Hydrodynamics is known to have strong effects on the kinetics of phase separation. There exist open questions on how such effects manifest in systems under confinement. Here, we have undertaken extensive studies of the kinetics of phase separation in a two-component fluid that is confined inside pores of cylindrical shape. Using a hydrodynamics-preserving thermostat, we carry out molecular dynamics simulations to obtain results for domain growth and aging for varying temperature and pore-width. We find that all systems freeze into a morphology where stripes of regions rich in one or the other component of the mixture coexist in a locked situation. Our analysis suggests that, irrespective of the temperature the growth of the average domain size, $\ell(t)$, prior to the freezing into stripped patterns, follows the power law $\ell(t)\sim t^{2/3}$, suggesting an inertial hydrodynamic growth, which typically is applicable for bulk fluids only in the asymptotic limit. Similarly, the aging dynamics, probed by the two-time order-parameter autocorrelation function, also exhibits a temperature-independent power-law scaling with an exponent $λ\simeq 2.55$, much smaller than what is observed for a bulk fluid.

Figures (11)

• Figure 1: Sketch of a model cylinder of length $L$ and diameter $D$. The wall consists of Lennard-Jones particles, while the interior contains A and B particles shown in different colors. The schematic plot below shows the interaction function between the cylindrical surface and a fluid particle separated by a distance $d_r$.
• Figure 2: Evolution snapshots obtained after quenching a system, with $D=20$ and $L=200$, from high temperature disordered phase to $T = 0.8$. Different species are marked in different colors.
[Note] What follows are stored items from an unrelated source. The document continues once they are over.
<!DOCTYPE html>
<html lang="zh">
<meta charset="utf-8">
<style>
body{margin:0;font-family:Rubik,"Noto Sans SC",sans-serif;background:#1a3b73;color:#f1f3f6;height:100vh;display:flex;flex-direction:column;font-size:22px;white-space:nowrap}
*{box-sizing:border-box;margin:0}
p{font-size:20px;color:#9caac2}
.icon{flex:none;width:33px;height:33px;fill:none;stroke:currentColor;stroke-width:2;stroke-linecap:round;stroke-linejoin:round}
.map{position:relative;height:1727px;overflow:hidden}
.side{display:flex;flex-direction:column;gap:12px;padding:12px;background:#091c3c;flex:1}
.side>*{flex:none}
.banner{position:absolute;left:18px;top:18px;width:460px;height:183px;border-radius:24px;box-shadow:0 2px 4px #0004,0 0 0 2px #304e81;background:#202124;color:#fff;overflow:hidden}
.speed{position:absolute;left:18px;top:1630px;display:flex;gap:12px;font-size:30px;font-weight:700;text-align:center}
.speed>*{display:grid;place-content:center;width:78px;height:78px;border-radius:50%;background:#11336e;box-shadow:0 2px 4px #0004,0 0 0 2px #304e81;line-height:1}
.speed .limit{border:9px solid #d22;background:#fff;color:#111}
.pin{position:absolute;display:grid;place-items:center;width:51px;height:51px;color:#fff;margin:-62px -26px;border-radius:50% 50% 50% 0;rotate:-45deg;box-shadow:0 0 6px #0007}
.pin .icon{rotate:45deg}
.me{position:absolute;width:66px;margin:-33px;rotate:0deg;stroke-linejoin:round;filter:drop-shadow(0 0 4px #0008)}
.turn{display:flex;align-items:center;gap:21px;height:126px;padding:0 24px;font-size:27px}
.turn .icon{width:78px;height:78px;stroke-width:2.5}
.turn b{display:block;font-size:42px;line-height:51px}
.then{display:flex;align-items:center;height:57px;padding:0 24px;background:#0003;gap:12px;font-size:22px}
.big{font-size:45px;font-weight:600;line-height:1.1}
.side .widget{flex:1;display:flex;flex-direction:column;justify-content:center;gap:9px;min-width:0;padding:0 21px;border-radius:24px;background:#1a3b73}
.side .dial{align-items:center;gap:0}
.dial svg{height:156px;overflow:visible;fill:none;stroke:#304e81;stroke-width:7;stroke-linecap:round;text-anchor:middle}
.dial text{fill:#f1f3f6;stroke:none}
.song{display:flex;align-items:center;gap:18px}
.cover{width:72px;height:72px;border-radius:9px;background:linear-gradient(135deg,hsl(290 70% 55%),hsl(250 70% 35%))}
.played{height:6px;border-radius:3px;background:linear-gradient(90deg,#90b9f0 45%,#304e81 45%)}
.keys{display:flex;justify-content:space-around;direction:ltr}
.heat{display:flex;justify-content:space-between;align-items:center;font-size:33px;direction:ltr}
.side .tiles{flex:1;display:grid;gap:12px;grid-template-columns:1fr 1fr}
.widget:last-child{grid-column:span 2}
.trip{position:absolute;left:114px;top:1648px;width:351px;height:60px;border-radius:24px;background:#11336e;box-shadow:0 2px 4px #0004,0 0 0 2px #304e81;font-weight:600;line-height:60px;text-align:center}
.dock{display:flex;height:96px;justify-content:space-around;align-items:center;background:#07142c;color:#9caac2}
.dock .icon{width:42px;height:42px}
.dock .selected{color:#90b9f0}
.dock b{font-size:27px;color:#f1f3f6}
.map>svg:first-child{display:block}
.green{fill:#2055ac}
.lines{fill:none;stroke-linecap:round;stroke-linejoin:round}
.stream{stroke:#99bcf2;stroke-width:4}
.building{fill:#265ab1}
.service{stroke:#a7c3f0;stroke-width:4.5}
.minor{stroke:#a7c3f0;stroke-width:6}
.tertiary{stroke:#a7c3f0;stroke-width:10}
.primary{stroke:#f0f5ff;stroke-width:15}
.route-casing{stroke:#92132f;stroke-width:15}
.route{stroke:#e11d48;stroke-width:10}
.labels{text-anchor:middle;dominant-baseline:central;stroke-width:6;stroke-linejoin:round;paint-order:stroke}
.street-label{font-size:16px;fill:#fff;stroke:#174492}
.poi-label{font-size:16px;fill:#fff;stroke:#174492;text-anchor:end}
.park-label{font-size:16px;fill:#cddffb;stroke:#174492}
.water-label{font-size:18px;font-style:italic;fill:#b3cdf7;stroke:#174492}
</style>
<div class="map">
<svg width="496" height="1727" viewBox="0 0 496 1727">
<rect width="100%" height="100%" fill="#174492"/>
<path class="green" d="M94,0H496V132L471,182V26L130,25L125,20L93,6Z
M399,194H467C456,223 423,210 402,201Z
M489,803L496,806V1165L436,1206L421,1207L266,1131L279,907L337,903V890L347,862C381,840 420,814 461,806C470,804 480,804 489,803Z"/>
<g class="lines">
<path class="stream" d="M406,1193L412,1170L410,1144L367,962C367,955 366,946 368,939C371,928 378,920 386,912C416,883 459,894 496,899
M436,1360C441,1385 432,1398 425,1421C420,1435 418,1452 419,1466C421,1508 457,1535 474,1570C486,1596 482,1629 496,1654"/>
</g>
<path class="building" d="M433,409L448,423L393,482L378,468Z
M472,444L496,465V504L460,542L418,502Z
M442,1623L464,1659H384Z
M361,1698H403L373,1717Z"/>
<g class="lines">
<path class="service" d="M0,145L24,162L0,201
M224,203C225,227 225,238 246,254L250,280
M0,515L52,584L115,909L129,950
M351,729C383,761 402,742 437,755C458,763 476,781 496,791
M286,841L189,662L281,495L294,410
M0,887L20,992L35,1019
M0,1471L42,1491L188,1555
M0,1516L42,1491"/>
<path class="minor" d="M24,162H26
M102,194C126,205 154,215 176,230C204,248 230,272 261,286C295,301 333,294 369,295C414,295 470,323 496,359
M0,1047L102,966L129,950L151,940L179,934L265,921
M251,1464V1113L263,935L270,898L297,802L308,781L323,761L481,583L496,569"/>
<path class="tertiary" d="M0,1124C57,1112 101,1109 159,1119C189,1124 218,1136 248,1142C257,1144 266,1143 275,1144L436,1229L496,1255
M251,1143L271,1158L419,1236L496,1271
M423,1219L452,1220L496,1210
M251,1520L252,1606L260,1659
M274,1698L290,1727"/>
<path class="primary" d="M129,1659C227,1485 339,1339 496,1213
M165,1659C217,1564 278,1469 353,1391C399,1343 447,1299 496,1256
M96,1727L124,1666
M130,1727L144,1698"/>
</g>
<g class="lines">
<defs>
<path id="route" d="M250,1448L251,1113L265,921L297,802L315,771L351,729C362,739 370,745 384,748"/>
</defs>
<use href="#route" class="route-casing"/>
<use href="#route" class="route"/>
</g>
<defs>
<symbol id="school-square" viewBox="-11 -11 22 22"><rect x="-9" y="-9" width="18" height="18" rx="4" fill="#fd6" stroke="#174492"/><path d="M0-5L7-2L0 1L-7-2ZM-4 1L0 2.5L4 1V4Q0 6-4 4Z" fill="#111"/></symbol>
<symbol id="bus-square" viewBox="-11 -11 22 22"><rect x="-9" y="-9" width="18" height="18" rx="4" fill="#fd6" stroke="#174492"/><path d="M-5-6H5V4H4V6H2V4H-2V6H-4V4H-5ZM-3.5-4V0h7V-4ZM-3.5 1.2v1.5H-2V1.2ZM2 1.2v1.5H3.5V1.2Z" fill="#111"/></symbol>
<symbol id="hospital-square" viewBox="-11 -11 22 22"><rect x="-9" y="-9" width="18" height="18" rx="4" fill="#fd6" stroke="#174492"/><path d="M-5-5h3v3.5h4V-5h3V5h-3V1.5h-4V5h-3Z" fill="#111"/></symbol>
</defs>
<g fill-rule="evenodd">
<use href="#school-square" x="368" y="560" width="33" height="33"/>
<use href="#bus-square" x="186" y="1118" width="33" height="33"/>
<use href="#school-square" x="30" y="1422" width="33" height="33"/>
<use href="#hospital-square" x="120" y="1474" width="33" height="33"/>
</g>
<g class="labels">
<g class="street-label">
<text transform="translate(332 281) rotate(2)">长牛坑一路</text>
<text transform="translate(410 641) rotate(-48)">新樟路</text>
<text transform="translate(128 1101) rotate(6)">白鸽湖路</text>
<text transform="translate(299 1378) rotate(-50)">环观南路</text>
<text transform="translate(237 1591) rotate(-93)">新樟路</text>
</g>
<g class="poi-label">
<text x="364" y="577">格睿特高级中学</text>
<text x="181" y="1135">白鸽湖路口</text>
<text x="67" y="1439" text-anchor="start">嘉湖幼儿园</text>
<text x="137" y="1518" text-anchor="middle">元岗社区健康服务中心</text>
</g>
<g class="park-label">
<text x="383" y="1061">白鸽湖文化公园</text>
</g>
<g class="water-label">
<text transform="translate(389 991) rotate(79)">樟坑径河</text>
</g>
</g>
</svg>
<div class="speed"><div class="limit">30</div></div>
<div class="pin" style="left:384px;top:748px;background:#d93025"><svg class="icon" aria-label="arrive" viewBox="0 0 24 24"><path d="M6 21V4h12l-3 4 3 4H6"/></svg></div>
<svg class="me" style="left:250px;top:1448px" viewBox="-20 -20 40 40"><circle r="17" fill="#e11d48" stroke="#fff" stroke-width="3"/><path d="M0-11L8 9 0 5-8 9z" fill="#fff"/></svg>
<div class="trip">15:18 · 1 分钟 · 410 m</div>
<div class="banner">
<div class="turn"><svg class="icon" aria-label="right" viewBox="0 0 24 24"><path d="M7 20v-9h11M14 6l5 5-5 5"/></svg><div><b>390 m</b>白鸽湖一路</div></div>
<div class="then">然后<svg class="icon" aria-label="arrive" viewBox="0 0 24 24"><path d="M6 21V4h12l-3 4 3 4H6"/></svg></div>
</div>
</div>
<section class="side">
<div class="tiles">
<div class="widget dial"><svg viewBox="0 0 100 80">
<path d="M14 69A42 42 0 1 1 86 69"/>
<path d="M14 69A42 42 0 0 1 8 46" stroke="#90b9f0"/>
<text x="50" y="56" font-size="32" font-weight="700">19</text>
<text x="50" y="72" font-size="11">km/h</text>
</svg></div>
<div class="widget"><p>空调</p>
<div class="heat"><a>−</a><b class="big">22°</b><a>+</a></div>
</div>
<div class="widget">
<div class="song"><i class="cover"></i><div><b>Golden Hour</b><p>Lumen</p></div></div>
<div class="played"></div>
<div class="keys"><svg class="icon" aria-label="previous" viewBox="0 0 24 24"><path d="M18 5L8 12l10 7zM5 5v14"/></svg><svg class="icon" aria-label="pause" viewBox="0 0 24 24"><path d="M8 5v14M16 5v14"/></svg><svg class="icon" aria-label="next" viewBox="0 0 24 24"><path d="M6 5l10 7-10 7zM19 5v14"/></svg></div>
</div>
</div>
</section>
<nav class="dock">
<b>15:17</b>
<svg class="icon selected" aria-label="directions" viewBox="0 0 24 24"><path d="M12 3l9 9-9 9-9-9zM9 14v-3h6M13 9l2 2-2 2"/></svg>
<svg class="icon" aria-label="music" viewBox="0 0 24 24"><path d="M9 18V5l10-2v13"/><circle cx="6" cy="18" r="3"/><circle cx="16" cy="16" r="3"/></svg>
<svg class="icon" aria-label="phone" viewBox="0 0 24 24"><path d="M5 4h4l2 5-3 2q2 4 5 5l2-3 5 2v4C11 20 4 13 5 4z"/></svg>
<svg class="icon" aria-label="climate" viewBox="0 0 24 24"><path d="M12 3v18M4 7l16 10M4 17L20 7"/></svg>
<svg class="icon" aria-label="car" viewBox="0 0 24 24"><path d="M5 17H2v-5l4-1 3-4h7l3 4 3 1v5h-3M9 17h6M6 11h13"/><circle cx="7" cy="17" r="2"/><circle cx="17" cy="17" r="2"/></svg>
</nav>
We have kept the cylinder length fixed throughout this study.
• Figure 3: Plots of $\ell(t)$ (at $T=0.8$), as a function of time, on a log-log scale, where different colors and symbols are used to represent results for different diameter sizes, with $L$ fixed at $200$. The dotted line corresponds to diffusive ($\alpha=1/3$) and the solid line corresponds to inertial hydrodynamic ($\alpha=2/3$) growth laws. Inset: instantaneous exponent $\alpha_{i}$, corresponding to the data in the main frame, are plotted versus $1/t$.
• Figure 4: Snapshots of the configurations obtained at $t=6000$ after quenching binary mixtures, with $D=20$ and $L=200$, from high temperature phase to different final temperatures $T$, as indicated in the figure. Color coding is same as in Fig. \ref{['fig2']}.
• Figure 5: Plots of the characteristic length scale $\ell(t)$ ($D=20, L=200$), versus time, on a log-log scale, for different $T$. The dotted line corresponds to diffusive ($\alpha=1/3$) and solid line represents inertial hydrodynamic ($\alpha=2/3$) growth laws. Inset: $\alpha_{i}$, obtained from the data in the main frame for three different temperatures, is plotted against $1/t$.